CAO Huimin1，2， LIU Dongshu2，3， LEI Ning2， LI Yanhui2， ZHANG Rong2*

（1. School of Pharmacy， Soochow University， Suzhou， Jiangsu 215021， China; 2. Rocket Army Characteristic Medical Center， Beijing 100088， China; 3. Jinzhou Medical University， Jinzhou， Liaoning 121001， China）

〔Abstract〕 Objective To explore the protective mechanism of Bushen Jiedu Prescription on radiation-damaged rats based on metabonomics. Methods 60 male Wistar rats were randomly divided into sham radiation group， 2 Gy radiation model group， 4 Gy radiation model group， 2 Gy Bushen Jiedu Prescription intervention group and 4 Gy Bushen Jiedu Prescription intervention group， with 12 rats in each group.

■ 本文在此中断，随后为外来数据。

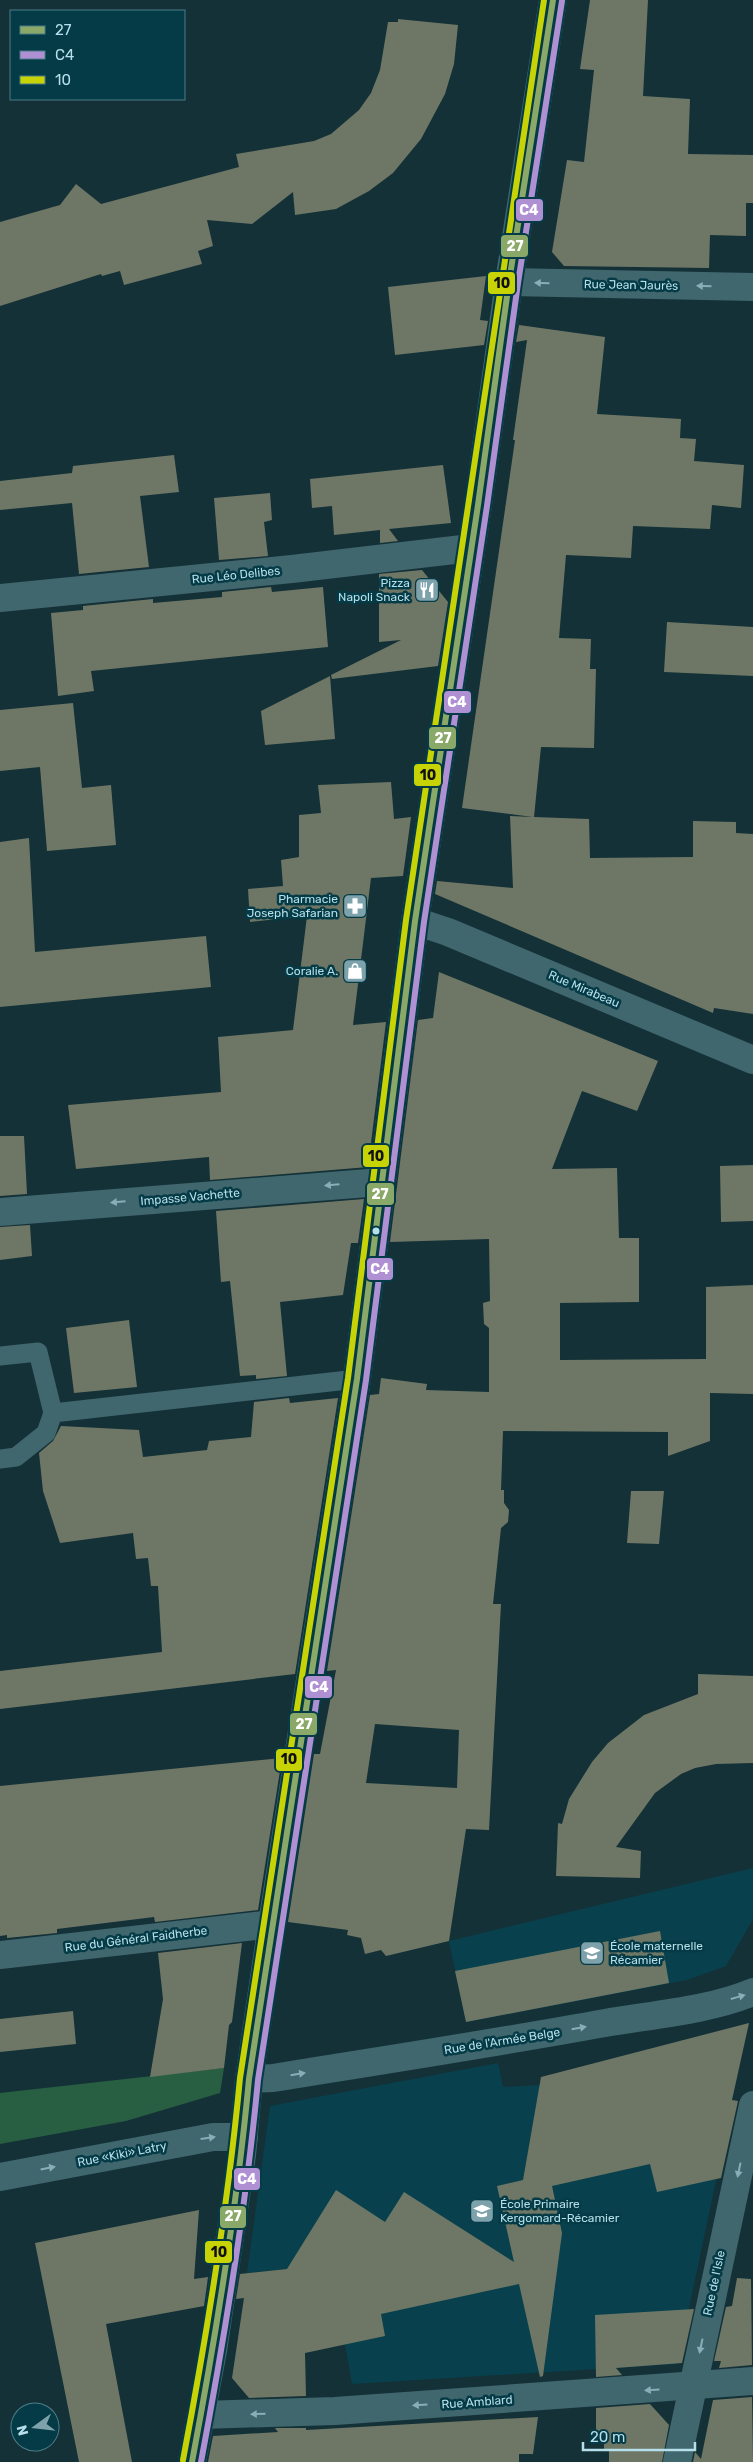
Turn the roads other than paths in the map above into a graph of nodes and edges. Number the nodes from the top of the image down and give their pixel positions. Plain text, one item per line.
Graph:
1 (553, 0) edge
2 (509, 282) junction
3 (753, 287) edge
4 (471, 548) junction
5 (0, 598) edge
6 (415, 921) junction
7 (753, 1060) edge
8 (381, 1182) junction
9 (0, 1212) edge
10 (0, 1356) edge
11 (357, 1379) junction
12 (53, 1413) junction
13 (0, 1459) edge
14 (272, 1924) junction
15 (0, 1955) edge
16 (753, 1992) edge
17 (249, 2079) junction
18 (753, 2105) edge
19 (243, 2146) junction
20 (0, 2177) edge
21 (753, 2381) edge
22 (692, 2387) junction
23 (201, 2415) junction
24 (192, 2462) edge
25 (677, 2462) edge

1 - 2 street
3 -> 2 street, Rue Jean Jaurès
2 - 4 street
4 - 5 street, Rue Léo Delibes
4 - 6 street
6 - 7 street, Rue Mirabeau
6 - 8 street
8 -> 9 street, Impasse Vachette
8 - 11 street
10 - 12 lane
11 - 12 lane
11 - 14 street
12 - 13 lane
14 - 15 street, Rue du Général Faidherbe
14 - 17 street
17 -> 16 street, Rue de l'Armée Belge
17 - 19 street
18 -> 22 street, Rue de l'Isle
20 -> 19 street, Rue «Kiki» Latry
19 - 23 street
21 - 22 street, Rue Amblard
22 -> 23 street, Rue Amblard
22 - 25 street, Rue de l'Isle
23 - 24 street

Sham radiation group and radiation model groups were given normal saline by gavage， and the Bushen Jiedu Prescription intervention groups were given Bushen Jiedu Prescription [equivalent dose of crude drug was 9.45 g/（kg·d）] by gavage， for 10 consecutive days. On the 11th day， except for the sham irradiation group， the other groups received corresponding doses of γ-ray whole body radiation. After 24 hours and 72 hours after irradiation， the serum of rats of each group was collected. The content of amino acids and acylcarnitine in the blood of rats was detected by high performance liquid chromatography-mass spectrometry. Results Compared with the sham irradiation group， the serum metabolic profile of irradiated rats changed significantly （P<0.01）. The content of lysine in the serum was significantly increased （P<0.01）， the content of citrulline， glutamic acid， histidine， proline was significantly reduced （P<0.01）， and the levels of tetradecenoyl carnitine and threonine first decreased and then increased （P<0.01）. Compared with the radiation model group， Bushen Jiedu Prescription improved the serum metabolic profile of irradiated rats. The content of citrulline， glutamic acid， histidine， lysine， proline， threonine， and tetradecenoyl carnitine in the serum of irradiated rats was significantly returned （P<0.01 or P<0.05）， and improved arginine biosynthesis， arginine and proline

metabolism， histidine metabolism， D-glutamine and D-glutamate metabolism and other metabolic pathways. Conclusion Bushen Jiedu Prescription may improve the related metabolic pathways and exert radiation protection by adjusting the content of some amino acids and acylcarnitine in the serum of irradiated rats.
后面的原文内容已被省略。